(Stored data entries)
▼▼▼

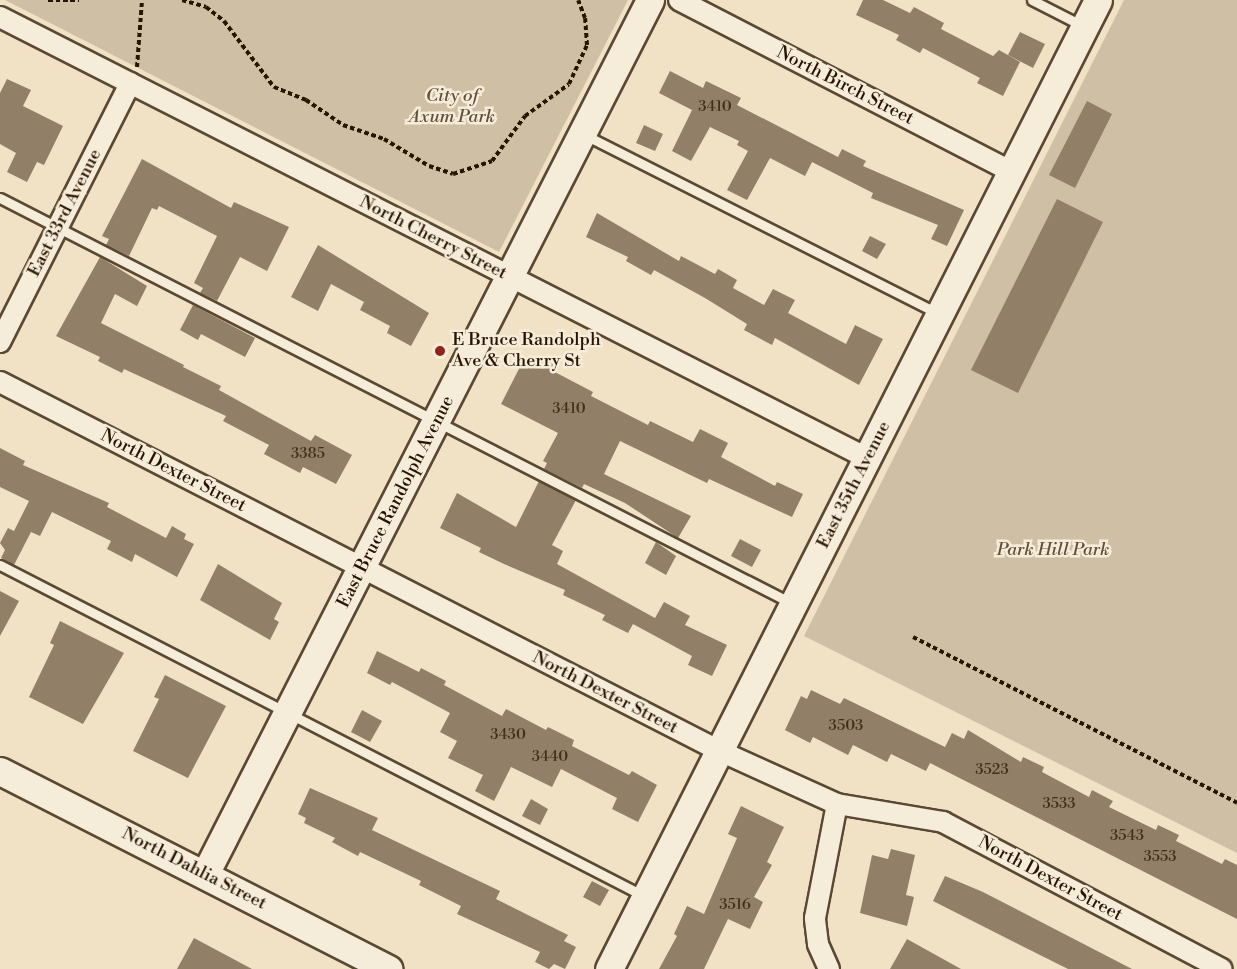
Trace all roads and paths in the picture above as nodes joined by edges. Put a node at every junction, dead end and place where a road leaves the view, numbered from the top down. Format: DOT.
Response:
graph roads {
  1 [pos="48,0"];
  2 [pos="79,0"];
  3 [pos="142,0"];
  4 [pos="182,0"];
  5 [pos="578,0"];
  6 [pos="650,0"];
  7 [pos="679,0"];
  8 [pos="1032,0"];
  9 [pos="1098,0"];
  10 [pos="0,17"];
  11 [pos="1084,27"];
  12 [pos="130,83"];
  13 [pos="583,134"];
  14 [pos="1011,171"];
  15 [pos="0,198"];
  16 [pos="58,227"];
  17 [pos="510,278"];
  18 [pos="940,315"];
  19 [pos="0,342"];
  20 [pos="0,382"];
  21 [pos="437,421"];
  22 [pos="867,458"];
  23 [pos="0,565"];
  24 [pos="363,568"];
  25 [pos="793,604"];
  26 [pos="913,637"];
  27 [pos="288,713"];
  28 [pos="720,751"];
  29 [pos="0,771"];
  30 [pos="1237,803"];
  31 [pos="837,804"];
  32 [pos="205,874"];
  33 [pos="646,897"];
  34 [pos="824,968"];
  35 [pos="388,969"];
  36 [pos="609,969"];
  37 [pos="1222,969"];
  1 -- 2 [label="path"];
  3 -- 12 [label="path"];
  4 -- 5 [label="path"];
  6 -- 13 [label="street, East Bruce Randolph Avenue"];
  7 -- 14 [label="street, North Birch Street"];
  8 -- 11 [label="lane"];
  9 -- 11 [label="street, East 35th Avenue"];
  10 -- 12 [label="street, North Cherry Street"];
  11 -- 14 [label="street, East 35th Avenue"];
  12 -- 16 [label="street, East 33rd Avenue"];
  12 -- 17 [label="street, North Cherry Street"];
  13 -- 17 [label="street, East Bruce Randolph Avenue"];
  13 -- 18 [label="lane"];
  14 -- 18 [label="street, East 35th Avenue"];
  15 -- 16 [label="lane"];
  16 -- 19 [label="street, East 33rd Avenue"];
  16 -- 21 [label="lane"];
  17 -- 21 [label="street, East Bruce Randolph Avenue"];
  17 -- 22 [label="street, North Cherry Street"];
  18 -- 22 [label="street, East 35th Avenue"];
  20 -- 24 [label="street, North Dexter Street"];
  21 -- 24 [label="street, East Bruce Randolph Avenue"];
  21 -- 25 [label="lane"];
  22 -- 25 [label="street, East 35th Avenue"];
  23 -- 27 [label="lane"];
  24 -- 27 [label="street, East Bruce Randolph Avenue"];
  24 -- 28 [label="street, North Dexter Street"];
  25 -- 28 [label="street, East 35th Avenue"];
  26 -- 30 [label="path"];
  27 -- 32 [label="street, East Bruce Randolph Avenue"];
  27 -- 33 [label="lane"];
  28 -- 31 [label="street, North Dexter Street"];
  28 -- 33 [label="street, East 35th Avenue"];
  29 -- 32 [label="street, North Dahlia Street"];
  31 -- 34 [label="street"];
  31 -- 37 [label="street, North Dexter Street"];
  32 -- 35 [label="street, North Dahlia Street"];
  33 -- 36 [label="street, East 35th Avenue"];
}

▲▲▲

§ WORK TO COMPLETE: Every line holding the string "Dexter" should be copied here, so please find those lines in the data.

§ RESULT FOR THIS TASK:
  20 -- 24 [label="street, North Dexter Street"];
  24 -- 28 [label="street, North Dexter Street"];
  28 -- 31 [label="street, North Dexter Street"];
  31 -- 37 [label="street, North Dexter Street"];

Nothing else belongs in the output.